Is your implementation running tests granularly (and possibly making some effort to run "related" tests when passed a list of changed paths), or just running everything (cf T9109)? I'd ideally like to get more engines running related tests since I think it's pretty useful, but I'm not sure how many engines and codebases can actually do this in a reasonable way (in some codebases, even human users are probably powerless to generate a reasonable "related test" list from a list of changed files).

Broadly, we're happy to upstream this stuff but it should likely wait until APIs modernize for T5568. The mechanical "run some command and parse the results" stuff should all be straightforward.

The general way forward on granularity/related-tests also remains a little unclear to me: I'm not sure if this is a core capability we should expect most test engines to support, or a more niche capability.

(I also wonder if the default arc unit <path> signature would be better as arc unit <test name> or similar for some test engines.)

I've attached

just so we have something concrete to talk about. Right now this is sitting in our source repository and we load and run it via .arcconfig entries as you'd expect. It is much closer to a "run everything" implementation than a highly selective one, though it is able to deal with repositories that have multiple Java projects (where a "project" is indicated by the presence of a pom.xml file) and will only run tests in projects that have changes. So for source bases that have code for multiple server components, it'll be at least somewhat selective. And if the pending change list has no changes in any Java projects, it won't run anything. (Obviously this has the potential to be wrong if, e.g., a change modifies data files that affect a test, but it's likely to be right in cases like a repository that has both front-end and back-end code.)

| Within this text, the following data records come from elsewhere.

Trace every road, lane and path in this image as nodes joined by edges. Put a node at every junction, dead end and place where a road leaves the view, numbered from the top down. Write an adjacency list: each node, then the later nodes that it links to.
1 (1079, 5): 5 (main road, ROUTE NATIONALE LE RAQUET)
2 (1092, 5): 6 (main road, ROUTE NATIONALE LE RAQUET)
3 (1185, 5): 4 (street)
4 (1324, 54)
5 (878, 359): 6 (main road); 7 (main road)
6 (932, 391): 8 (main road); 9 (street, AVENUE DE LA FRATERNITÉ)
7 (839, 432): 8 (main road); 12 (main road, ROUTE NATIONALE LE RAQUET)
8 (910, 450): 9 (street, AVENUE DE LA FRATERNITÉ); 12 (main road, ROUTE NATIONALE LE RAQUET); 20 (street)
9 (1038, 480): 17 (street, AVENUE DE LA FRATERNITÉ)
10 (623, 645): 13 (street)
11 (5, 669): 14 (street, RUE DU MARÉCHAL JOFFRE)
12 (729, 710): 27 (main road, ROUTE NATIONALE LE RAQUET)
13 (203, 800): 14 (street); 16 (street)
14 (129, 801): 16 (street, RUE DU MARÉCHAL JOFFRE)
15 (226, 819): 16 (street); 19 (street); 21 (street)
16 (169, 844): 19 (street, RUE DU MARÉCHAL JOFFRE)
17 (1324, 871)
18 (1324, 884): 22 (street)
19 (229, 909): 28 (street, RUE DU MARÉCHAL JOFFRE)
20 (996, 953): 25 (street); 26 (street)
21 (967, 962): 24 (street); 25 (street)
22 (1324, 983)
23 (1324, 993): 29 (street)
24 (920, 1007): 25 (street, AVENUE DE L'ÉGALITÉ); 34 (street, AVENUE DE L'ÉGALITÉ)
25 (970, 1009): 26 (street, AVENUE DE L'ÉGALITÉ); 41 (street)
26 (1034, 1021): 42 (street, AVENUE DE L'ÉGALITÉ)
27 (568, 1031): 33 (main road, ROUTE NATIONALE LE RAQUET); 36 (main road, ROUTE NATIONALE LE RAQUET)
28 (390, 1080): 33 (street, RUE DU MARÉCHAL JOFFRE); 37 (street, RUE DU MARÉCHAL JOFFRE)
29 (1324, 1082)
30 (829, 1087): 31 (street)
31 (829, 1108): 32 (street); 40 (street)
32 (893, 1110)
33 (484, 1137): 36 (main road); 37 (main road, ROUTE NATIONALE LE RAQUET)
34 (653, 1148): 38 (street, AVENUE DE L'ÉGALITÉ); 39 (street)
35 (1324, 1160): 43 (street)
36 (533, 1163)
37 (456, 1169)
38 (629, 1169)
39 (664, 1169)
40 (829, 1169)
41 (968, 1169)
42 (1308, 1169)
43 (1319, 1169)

In the future I would love to integrate coverage information but it's not clear what the best way to do that is, given that there's no widely-used command-line tool for it.

The test runner I'm using here does support running individual lists of tests. Your last comment is correct: it is based on test class names rather than paths, though in Java there's almost always a 1-to-1 correspondence between class names and filenames so that should be a pretty easy gap to bridge. It also supports globbing of test names, if that helps. If this code seems reasonable enough to accept, I can make it pay attention to additional command line arguments.

This also has another limitation: it works with just one of the popular Java build tools. It's a very popular one but there are plenty of people using others too. I think many of those other tools should be able to do almost exactly what I'm doing here, just with a different command line syntax.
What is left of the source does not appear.